I open Spotify. No Surprises by Radiohead comes on. I remember my ex L. Our rendezvous in Buenos Aires, back in July 2013, when we had a full week of love. My life had peaked and I had no fucking idea. I just went with it, as if it was no big deal. Even had the audacity to fucking flirt with one of her friend’s sister, right in front of her. Imbued with such power; I felt like a motherfucking god. I was on top of the world! I didn’t give any fucks. I had the love, the looks, the luck, the sexual stamina, the Norwegian girlfriend.
Ah, how the mighty have fallen. Literally.

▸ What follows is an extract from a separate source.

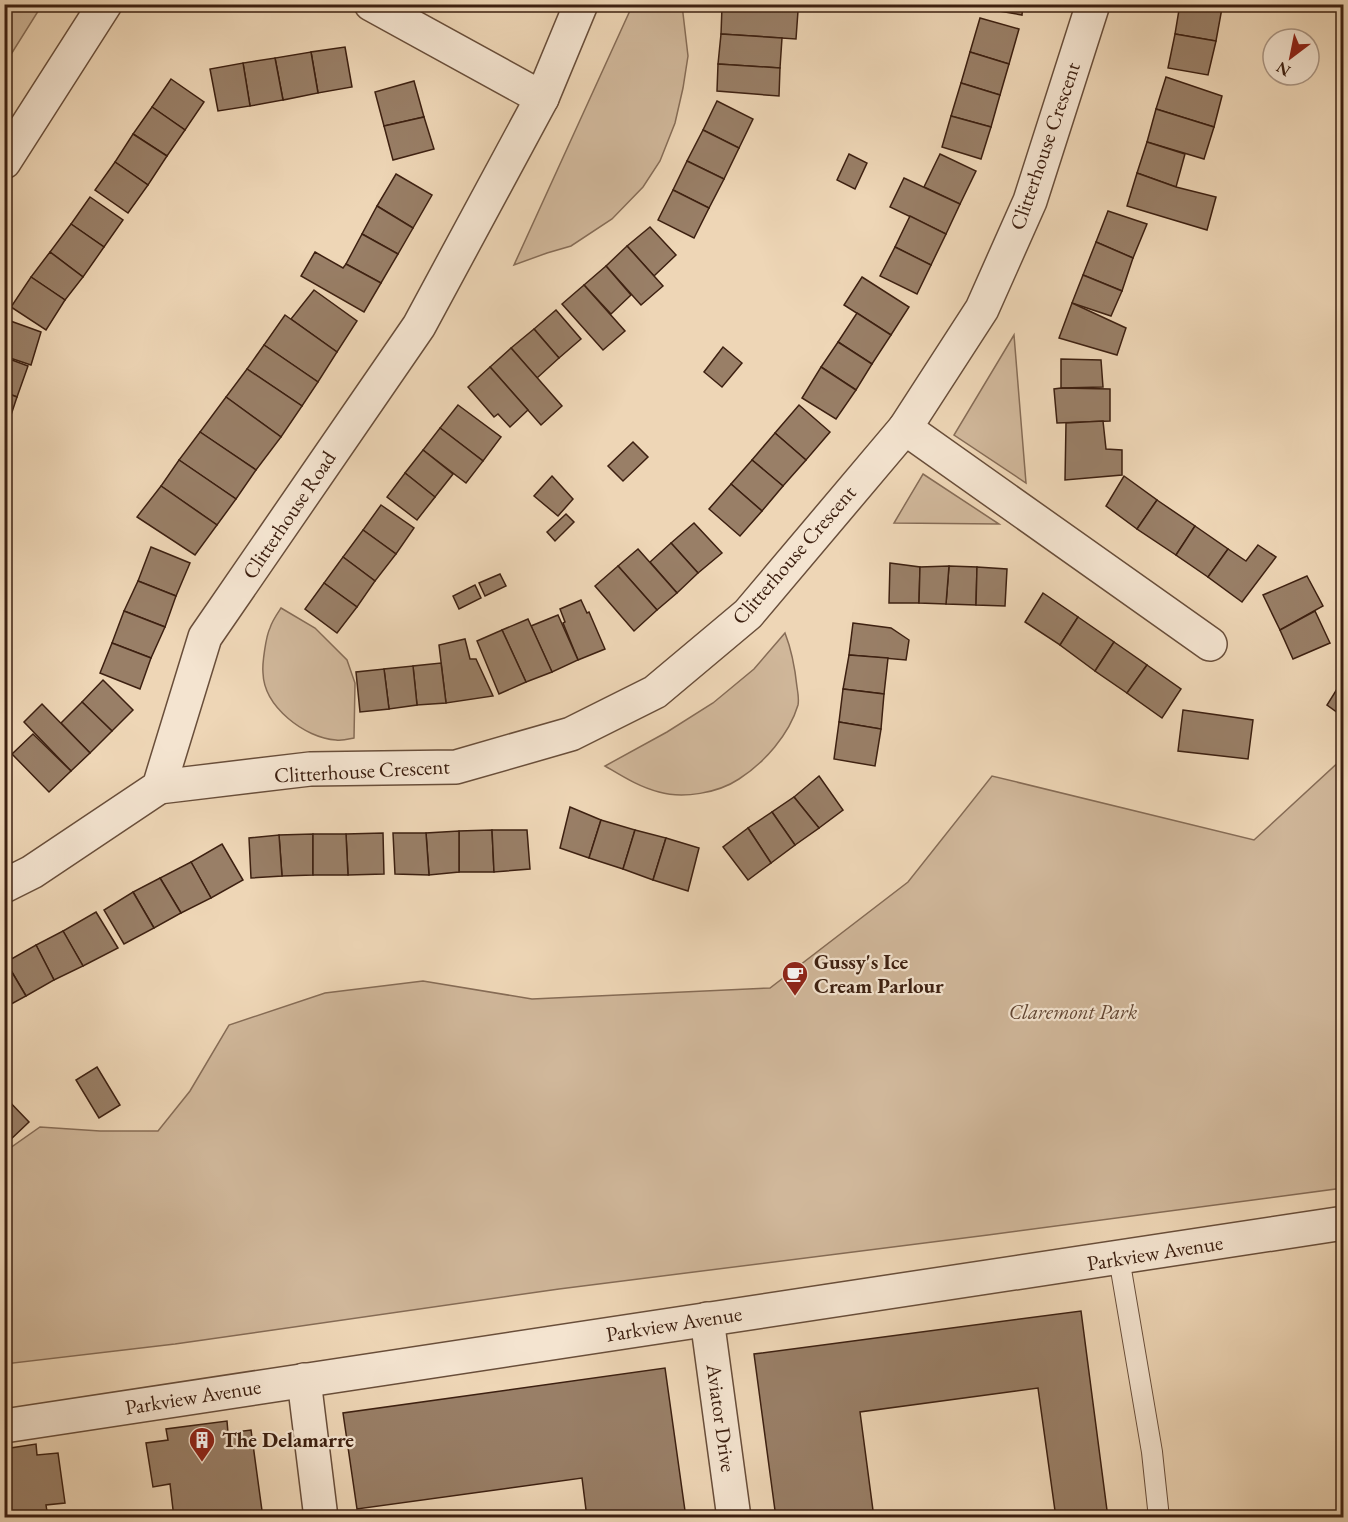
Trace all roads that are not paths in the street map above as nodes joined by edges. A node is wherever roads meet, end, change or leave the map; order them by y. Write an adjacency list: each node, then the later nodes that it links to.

Last night I fainted in the bathroom. Alone, in the middle of the night, I had a panic attack because I couldn’t breath due to this fucking corona I’ve been dealing with for the last five days. So I felt I was dying and passed out. Slammed my head against a plastic bucket and broke it. My right arm hit the toilet so hard that I felt like it broke, too. My arm, that is. In disbelief about what had just happened, but snapped out of my panic attack, I dragged my ass to the sofa and lied there for a while. The living room dimly lit by the bathroom light. Shocked and partly conscious, I prayed for my arm not to be broken. Then, in a moment of clarity, I realized that all the times I felt I had hit rock-bottom were never as bad nor as tongue-in-cheek as this one. And then I fell asleep. Pathetic and in pain.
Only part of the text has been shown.